I have a similar opinion about Allen brand of hex key wrenches. So many consider them the go to hex key wrench but I have found the Unbrako hex keys as good or better than Allen
...
Quote:
Originally Posted by SJTD
How come I get the feeling you have a thing about using Manufacturer's names as generic?
100% True Story:
In the late 90's when I was in the Navy, I asked one of my junior techs to go grab me a "crescent wrench". He came back with a set of Crescent Brand hex wrenches.
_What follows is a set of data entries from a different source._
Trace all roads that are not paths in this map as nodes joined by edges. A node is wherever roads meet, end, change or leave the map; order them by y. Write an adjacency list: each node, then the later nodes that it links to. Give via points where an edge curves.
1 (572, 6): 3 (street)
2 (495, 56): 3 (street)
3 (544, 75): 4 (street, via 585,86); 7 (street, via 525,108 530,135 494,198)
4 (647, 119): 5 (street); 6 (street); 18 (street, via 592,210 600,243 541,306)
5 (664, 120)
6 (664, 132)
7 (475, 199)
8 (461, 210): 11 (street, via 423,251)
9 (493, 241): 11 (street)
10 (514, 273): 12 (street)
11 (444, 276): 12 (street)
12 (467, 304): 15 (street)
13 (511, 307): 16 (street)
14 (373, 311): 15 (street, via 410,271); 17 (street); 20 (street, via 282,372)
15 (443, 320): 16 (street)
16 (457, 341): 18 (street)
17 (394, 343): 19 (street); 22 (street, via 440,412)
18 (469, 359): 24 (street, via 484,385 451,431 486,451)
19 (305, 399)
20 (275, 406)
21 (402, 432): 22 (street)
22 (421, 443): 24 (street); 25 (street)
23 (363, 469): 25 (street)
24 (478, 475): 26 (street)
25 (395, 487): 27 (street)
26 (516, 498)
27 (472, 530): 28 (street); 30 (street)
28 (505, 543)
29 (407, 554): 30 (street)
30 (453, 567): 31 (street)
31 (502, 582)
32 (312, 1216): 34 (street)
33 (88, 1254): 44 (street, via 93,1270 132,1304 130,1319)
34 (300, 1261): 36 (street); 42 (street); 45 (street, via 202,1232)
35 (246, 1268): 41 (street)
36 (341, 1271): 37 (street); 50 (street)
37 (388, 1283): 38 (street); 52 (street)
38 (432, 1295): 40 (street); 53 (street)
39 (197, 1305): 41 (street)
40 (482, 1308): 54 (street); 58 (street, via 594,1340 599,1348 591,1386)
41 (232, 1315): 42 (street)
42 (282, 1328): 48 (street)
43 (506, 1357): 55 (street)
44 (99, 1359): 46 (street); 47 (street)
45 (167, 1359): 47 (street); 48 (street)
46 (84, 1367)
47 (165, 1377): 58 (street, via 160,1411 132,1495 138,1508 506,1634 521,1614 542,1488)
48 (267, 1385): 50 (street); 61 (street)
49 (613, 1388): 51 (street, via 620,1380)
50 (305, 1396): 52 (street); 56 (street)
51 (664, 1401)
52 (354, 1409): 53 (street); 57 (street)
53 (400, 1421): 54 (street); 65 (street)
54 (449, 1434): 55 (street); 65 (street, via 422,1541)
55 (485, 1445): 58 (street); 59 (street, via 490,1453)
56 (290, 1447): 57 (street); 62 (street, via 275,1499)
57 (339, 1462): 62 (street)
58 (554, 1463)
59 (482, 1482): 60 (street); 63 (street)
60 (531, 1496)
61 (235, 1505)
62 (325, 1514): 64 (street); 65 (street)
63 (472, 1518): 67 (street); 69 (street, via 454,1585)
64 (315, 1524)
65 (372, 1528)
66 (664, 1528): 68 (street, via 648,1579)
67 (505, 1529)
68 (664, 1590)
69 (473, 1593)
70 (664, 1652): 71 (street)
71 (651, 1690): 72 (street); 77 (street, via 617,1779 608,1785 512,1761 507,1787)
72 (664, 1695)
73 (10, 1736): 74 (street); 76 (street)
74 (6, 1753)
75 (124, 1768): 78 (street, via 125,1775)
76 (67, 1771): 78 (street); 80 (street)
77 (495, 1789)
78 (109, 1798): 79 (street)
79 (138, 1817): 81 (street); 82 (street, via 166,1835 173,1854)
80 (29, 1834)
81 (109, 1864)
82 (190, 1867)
I am not the type of person that would go off a newbie so I sat there for a second staring blankly at the wrench set and said "oh, um... could you grab me an allen wrench?" and he came back with an Allen brand adjustable wrench.

I was dumbfounded that:
a) our tool kit actually had a Crescent brand allen wrench set AND an Allen brand Crescent wrench.
b) my tech made it through about 21 years of life including 14 years of education in New Jersey, bootcamp, and about 2 years of Navy training on electronics, Radars, missile and gun control systems yet he did not know "Crescent wrench" generally means "adjustable wrench" and "allen wrench" generally means hex wrenches.

I couldn't even be a little annoyed since he grabbed me EXACTLY what I asked but we had a 15 second training period and laughed about it together.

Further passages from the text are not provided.